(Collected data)

☆ ☆ ☆ ☆ ☆ ☆ ☆

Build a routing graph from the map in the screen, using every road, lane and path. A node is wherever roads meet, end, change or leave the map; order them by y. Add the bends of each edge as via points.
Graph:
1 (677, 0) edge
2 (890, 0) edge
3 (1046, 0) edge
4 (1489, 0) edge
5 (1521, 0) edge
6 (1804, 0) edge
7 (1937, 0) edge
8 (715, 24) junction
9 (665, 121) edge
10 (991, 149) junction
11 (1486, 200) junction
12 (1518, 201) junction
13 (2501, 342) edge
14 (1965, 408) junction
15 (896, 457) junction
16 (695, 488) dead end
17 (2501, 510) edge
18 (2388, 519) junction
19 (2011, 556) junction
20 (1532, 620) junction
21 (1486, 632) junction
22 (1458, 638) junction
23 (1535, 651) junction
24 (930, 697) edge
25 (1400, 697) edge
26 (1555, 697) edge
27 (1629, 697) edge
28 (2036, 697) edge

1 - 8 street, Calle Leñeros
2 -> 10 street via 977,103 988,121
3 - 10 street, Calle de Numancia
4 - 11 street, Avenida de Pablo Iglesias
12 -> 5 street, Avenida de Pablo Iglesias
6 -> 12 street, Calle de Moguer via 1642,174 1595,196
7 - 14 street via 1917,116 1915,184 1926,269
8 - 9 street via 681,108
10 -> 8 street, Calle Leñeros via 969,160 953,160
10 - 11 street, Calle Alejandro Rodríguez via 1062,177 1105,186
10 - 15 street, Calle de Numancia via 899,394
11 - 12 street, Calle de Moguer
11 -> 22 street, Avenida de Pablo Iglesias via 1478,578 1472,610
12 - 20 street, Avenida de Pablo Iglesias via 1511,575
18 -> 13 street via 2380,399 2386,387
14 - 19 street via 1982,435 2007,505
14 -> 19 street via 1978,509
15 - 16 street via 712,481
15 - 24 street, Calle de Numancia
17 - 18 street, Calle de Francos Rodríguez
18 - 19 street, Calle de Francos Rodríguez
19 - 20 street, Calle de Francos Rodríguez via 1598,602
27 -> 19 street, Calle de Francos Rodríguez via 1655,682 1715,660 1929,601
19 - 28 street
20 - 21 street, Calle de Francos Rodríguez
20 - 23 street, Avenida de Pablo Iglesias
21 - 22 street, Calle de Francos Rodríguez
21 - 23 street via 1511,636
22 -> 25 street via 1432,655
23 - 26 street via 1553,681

☆ ☆ ☆ ☆ ☆ ☆ ☆

# Work instruction
Repeat each entry above exactly as shown.

# Exercise solution
Build a routing graph from the map in the screen, using every road, lane and path. A node is wherever roads meet, end, change or leave the map; order them by y. Add the bends of each edge as via points.
Graph:
1 (677, 0) edge
2 (890, 0) edge
3 (1046, 0) edge
4 (1489, 0) edge
5 (1521, 0) edge
6 (1804, 0) edge
7 (1937, 0) edge
8 (715, 24) junction
9 (665, 121) edge
10 (991, 149) junction
11 (1486, 200) junction
12 (1518, 201) junction
13 (2501, 342) edge
14 (1965, 408) junction
15 (896, 457) junction
16 (695, 488) dead end
17 (2501, 510) edge
18 (2388, 519) junction
19 (2011, 556) junction
20 (1532, 620) junction
21 (1486, 632) junction
22 (1458, 638) junction
23 (1535, 651) junction
24 (930, 697) edge
25 (1400, 697) edge
26 (1555, 697) edge
27 (1629, 697) edge
28 (2036, 697) edge

1 - 8 street, Calle Leñeros
2 -> 10 street via 977,103 988,121
3 - 10 street, Calle de Numancia
4 - 11 street, Avenida de Pablo Iglesias
12 -> 5 street, Avenida de Pablo Iglesias
6 -> 12 street, Calle de Moguer via 1642,174 1595,196
7 - 14 street via 1917,116 1915,184 1926,269
8 - 9 street via 681,108
10 -> 8 street, Calle Leñeros via 969,160 953,160
10 - 11 street, Calle Alejandro Rodríguez via 1062,177 1105,186
10 - 15 street, Calle de Numancia via 899,394
11 - 12 street, Calle de Moguer
11 -> 22 street, Avenida de Pablo Iglesias via 1478,578 1472,610
12 - 20 street, Avenida de Pablo Iglesias via 1511,575
18 -> 13 street via 2380,399 2386,387
14 - 19 street via 1982,435 2007,505
14 -> 19 street via 1978,509
15 - 16 street via 712,481
15 - 24 street, Calle de Numancia
17 - 18 street, Calle de Francos Rodríguez
18 - 19 street, Calle de Francos Rodríguez
19 - 20 street, Calle de Francos Rodríguez via 1598,602
27 -> 19 street, Calle de Francos Rodríguez via 1655,682 1715,660 1929,601
19 - 28 street
20 - 21 street, Calle de Francos Rodríguez
20 - 23 street, Avenida de Pablo Iglesias
21 - 22 street, Calle de Francos Rodríguez
21 - 23 street via 1511,636
22 -> 25 street via 1432,655
23 - 26 street via 1553,681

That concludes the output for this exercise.